Promoting partnership working in the NHS

Annual Partnership Conference 2015 - Partnership matters: addressing bias and promoting inclusion

“Partnership Matters: Addressing Bias and Promoting Inclusion” the annual London NHS Partnership conference took place on 23 February 2015 in Central London.

The conference brought management and Trade Unions together in order to strengthen partnership working and to look at how we can sustain and build on this good work in the year ahead.

The theme for 2015 was tackling bias and promoting inclusion and the conference addressed the issues surrounding unconscious bias and looked at ways of creating a culture of inclusivity through working in partnership.


  • Danny Mortimer – CEO NHS Employers
  • Roger Kline - Author of “snowy white peaks”
  • Wendy Irwin - Head Of Equality And Diversity At Royal College Of Nursing
  • Simon Weldon - Chief Operating Officer (London) NHS England

Agenda and speaker presentations

  • Agenda
  • Roger Kline "The NHS Workforce Race Equality Standard - Next steps: why and how?"
  • Wendy Irwin "Is that discrimination? Tackling workplace bias and discrimination in the workplace: Tools for challenge"
  • Linbert Spencer "Addressing Bias and Inclusion"
  • Jon Skewes "A National and Local Partnership Picture"
  • Simon Weldon "The Forward View Into Action"

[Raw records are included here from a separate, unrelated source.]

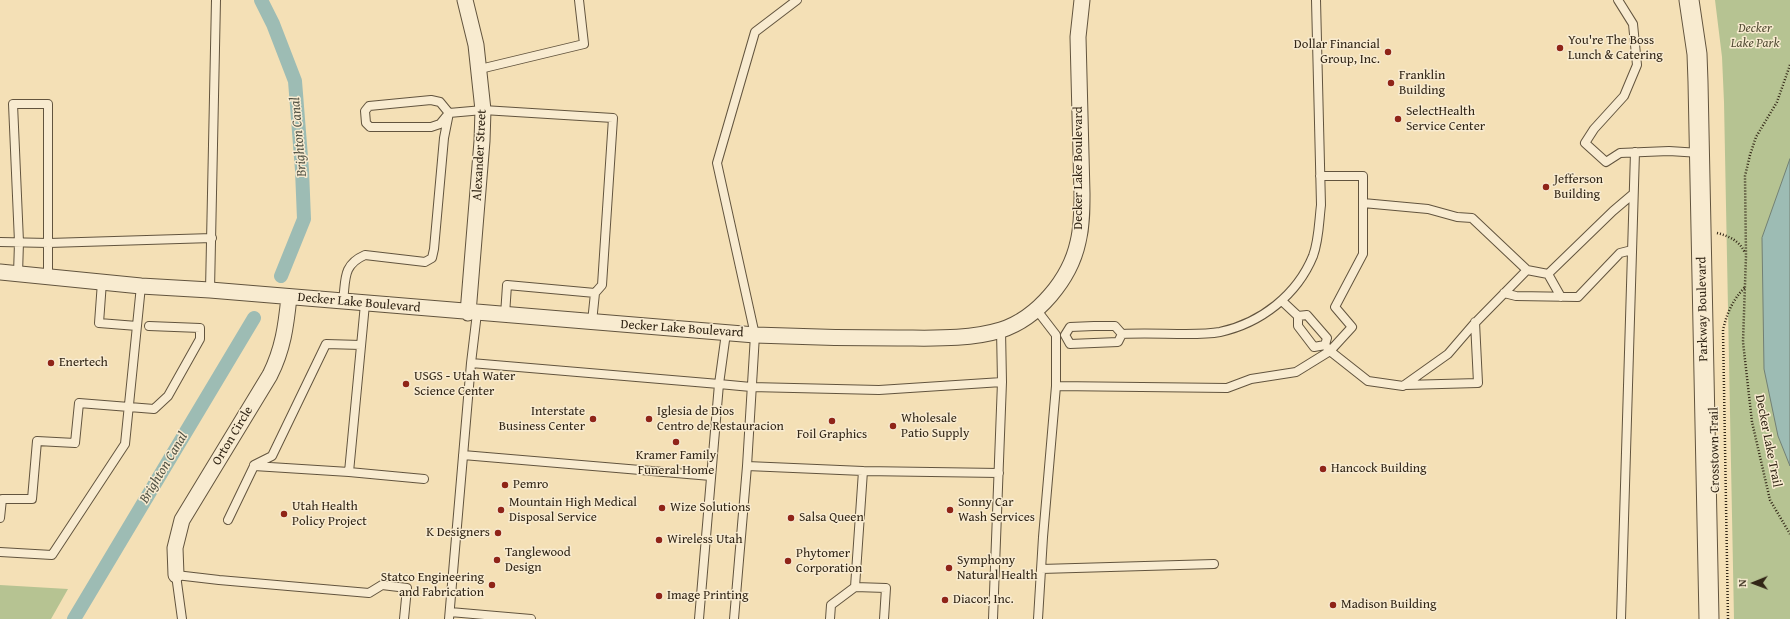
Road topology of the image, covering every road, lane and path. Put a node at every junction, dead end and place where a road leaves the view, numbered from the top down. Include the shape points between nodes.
1 (216, 0) edge
2 (465, 0) edge
3 (579, 0) edge
4 (797, 0) edge
5 (1082, 0) edge
6 (1316, 0) edge
7 (1618, 0) edge
8 (1689, 0) edge
9 (1790, 65) edge
10 (480, 68) junction
11 (483, 110) junction
12 (450, 112) junction
13 (1635, 152) junction
14 (1700, 153) junction
15 (1320, 176) junction
16 (1633, 194) junction
17 (1363, 203) junction
18 (1702, 228) junction
19 (212, 238) junction
20 (0, 242) edge
21 (19, 242) junction
22 (49, 243) junction
23 (1632, 250) junction
24 (1746, 256) junction
25 (1527, 270) junction
26 (0, 272) edge
27 (18, 274) junction
28 (1548, 274) junction
29 (48, 277) junction
30 (102, 282) junction
31 (141, 286) junction
32 (1745, 286) junction
33 (210, 290) junction
34 (595, 293) junction
35 (1504, 293) junction
36 (289, 297) junction
37 (1561, 297) junction
38 (1282, 301) junction
39 (343, 302) junction
40 (365, 304) junction
41 (1036, 309) junction
42 (473, 313) junction
43 (505, 315) junction
44 (1298, 316) junction
45 (592, 322) junction
46 (1475, 322) junction
47 (137, 326) junction
48 (150, 326) dead end
49 (1001, 330) junction
50 (726, 333) junction
51 (1122, 334) junction
52 (755, 335) junction
53 (1056, 335) junction
54 (1064, 335) junction
55 (361, 345) junction
56 (1327, 348) junction
57 (471, 362) junction
58 (1002, 382) junction
59 (719, 384) junction
60 (1404, 385) junction
61 (1056, 386) junction
62 (751, 387) junction
63 (129, 407) junction
64 (463, 455) junction
65 (254, 466) junction
66 (747, 466) junction
67 (863, 471) junction
68 (349, 472) junction
69 (999, 473) junction
70 (711, 476) junction
71 (424, 479) dead end
72 (0, 518) edge
73 (228, 520) dead end
74 (1790, 534) edge
75 (0, 552) edge
76 (1214, 564) dead end
77 (1041, 569) junction
78 (176, 575) junction
79 (855, 587) junction
80 (449, 616) edge
81 (182, 619) edge
82 (404, 619) edge
83 (531, 619) edge
84 (699, 619) edge
85 (734, 619) edge
86 (830, 619) edge
87 (884, 619) edge
88 (993, 619) edge
89 (1038, 619) edge
90 (1621, 619) edge
91 (1709, 619) edge
92 (1728, 619) edge

1 - 19 lane
2 - 10 street, Alexander Street
3 - 10 lane via 584,44
4 - 52 lane via 755,32 717,163
5 - 41 street, Decker Lake Boulevard via 1078,37 1082,194 1078,243 1072,262 1057,287
6 - 15 lane
7 - 13 lane via 1633,24 1637,64 1624,96 1594,129 1586,143 1606,162 1620,153
8 - 14 street, Parkway Boulevard via 1696,54
9 - 24 path, Decker Lake Trail via 1777,102 1756,137 1745,176
10 - 11 street, Alexander Street
11 - 12 lane
11 - 34 lane via 613,118 602,285
11 - 42 street, Alexander Street
12 - 12 lane via 440,124 431,127 370,127 366,123 365,111 369,106 431,100 440,102
12 - 39 lane via 444,138 432,258 426,262 365,255 350,264
13 - 14 lane
13 - 16 lane
14 - 18 street, Parkway Boulevard
15 - 17 lane via 1363,176
15 - 38 lane via 1320,218 1313,255 1298,282
16 - 23 lane
16 - 28 lane via 1613,210
17 - 25 lane via 1428,209 1457,217 1472,218
17 - 56 lane via 1363,254 1334,307 1352,327
18 - 24 path via 1733,239 1742,247
18 - 91 street, Parkway Boulevard
19 - 22 lane
19 - 33 lane
20 - 21 lane
21 - 22 lane
21 - 22 lane via 14,104 48,104
21 - 27 lane
22 - 29 lane
23 - 37 lane via 1620,253 1578,297
23 - 90 lane
24 - 32 path, Decker Lake Trail
25 - 28 lane
25 - 35 lane
26 - 27 street, Decker Lake Boulevard
27 - 29 street, Decker Lake Boulevard
28 - 37 lane
29 - 30 street, Decker Lake Boulevard
30 - 31 street, Decker Lake Boulevard
30 - 47 lane via 99,323
31 - 33 street, Decker Lake Boulevard
31 - 47 lane
32 - 74 path, Decker Lake Trail via 1743,342 1752,422 1770,500
32 - 92 path, Crosstown Trail via 1734,298 1723,330
33 - 36 street, Decker Lake Boulevard
34 - 43 lane via 507,285
34 - 45 lane
35 - 37 lane via 1516,296
35 - 46 lane
36 - 39 street, Decker Lake Boulevard
36 - 78 street, Orton Circle via 279,356 270,375 182,520 175,548
38 - 44 lane
38 - 51 lane via 1267,313 1219,332
39 - 40 street, Decker Lake Boulevard
40 - 42 street, Decker Lake Boulevard
40 - 55 lane
41 - 49 street, Decker Lake Boulevard
41 - 53 lane
42 - 43 street, Decker Lake Boulevard
42 - 57 lane
43 - 45 street, Decker Lake Boulevard
44 - 56 lane via 1298,326 1314,347
44 - 56 lane via 1307,315 1327,338
45 - 50 street, Decker Lake Boulevard
46 - 60 lane via 1448,354
46 - 60 lane via 1478,383
47 - 63 lane
48 - 63 lane via 200,328 200,340 168,396 154,409
49 - 52 street, Decker Lake Boulevard via 971,336 934,338 832,339
49 - 58 lane
50 - 52 street, Decker Lake Boulevard
50 - 59 lane
51 - 54 lane via 1115,326 1094,326 1070,327
51 - 54 lane via 1118,342 1070,344
52 - 62 lane
53 - 54 lane
53 - 61 lane
55 - 65 lane via 326,344 272,456
55 - 68 lane
56 - 60 lane via 1368,382
56 - 61 lane via 1296,372 1251,379 1227,388
57 - 59 lane
57 - 64 lane
58 - 62 lane via 879,390
58 - 69 lane
59 - 62 lane
59 - 70 lane
61 - 77 lane
62 - 66 lane
63 - 72 lane via 79,403 75,443 37,441 32,499 2,499
63 - 75 lane via 125,444 52,555
64 - 70 lane
64 - 80 lane
65 - 68 lane
65 - 73 lane
66 - 67 lane
66 - 85 lane
67 - 69 lane
67 - 79 lane
68 - 71 lane
69 - 88 lane
70 - 84 lane
76 - 77 lane
77 - 89 lane
78 - 81 lane
78 - 82 lane via 370,593 382,585 407,588
79 - 86 lane via 831,605
79 - 87 lane via 886,588
80 - 83 lane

Local examples of best practice from the breakout sessions

News and Views from the Day

31 organisations attended Conference in 2015 versus 27 for 2014.  Of the organisations that attended in 2014, 5 organisations were not represented in partnership.  Of the organisations that attended in 2015, 4 organisations were not represented in partnership.  Feedback forms received as a % of attendees in 2015 (excluding Chair, Partnership Chair, speakers and NHSE employees) 58%.  Total number of respondents – 38; 28 paper based evaluation forms completed on the day and a further 10 online following the event.  Overall event rating – 3.65.

"Good range of speeches all relevant to subject"

"Presentations by invited speakers were very good, a range of views from people looking at similar topics from different perspectives provided a well-rounded view of bias and discrimination in the NHS"

"Particularly enjoyed keynote address from Danny Mortimer and speakers Kline and L Spencer - inspiring!"

"I thought Deb O'Dea and Bernell and the RCN pitches were exceptional"

"Some more group work would be interesting and break up the talks"

"More focus on 'Positive Action'.  So intrinsically linked to bias, B&H and discrimination issues"

"I will be looking at our partnerships with the trade unions as we develop our E&D work and have forged links with other Trust to work in partnership with them"

A position paper of the research and the work progressed by the Unconcious Bias sub group is available. 


What is unconscious bias, how does it work, what interventions mitigate its effects?


Everyone, often without realising, harbours unconscious views about people with certain characteristics that may be influencing choices in recruitment, promotion and performance management.  We tend to prefer people who look like us, sound like us and share our interests. Social psychologists call this phenomenon "social categorisation‟ whereby we routinely and rapidly sort people into groups.  Brain imaging scans have demonstrated that when people are shown images of faces that differ to themselves, it activates an irrational prejudgment in the brain's alert system for danger; the amygdale. This happens in less than a tenth of a second.


There is a mechanism for asserting conscious control to prevent ourselves acting on these instinctive feelings. People can be trained to identify and then manage the feelings.  The brain has a limited capacity to control bias.  Stressors in the workplace such as fear, frustration or tiredness use up these resources, so weakening our ability to manage bias. 


People can be trained to assess their level of bias using the Harvard University Implicit Association Test ( and then learn to see the mis-match between their stated goals (e.g. to be fair, or to comply with policies) and their instinctive people preferences.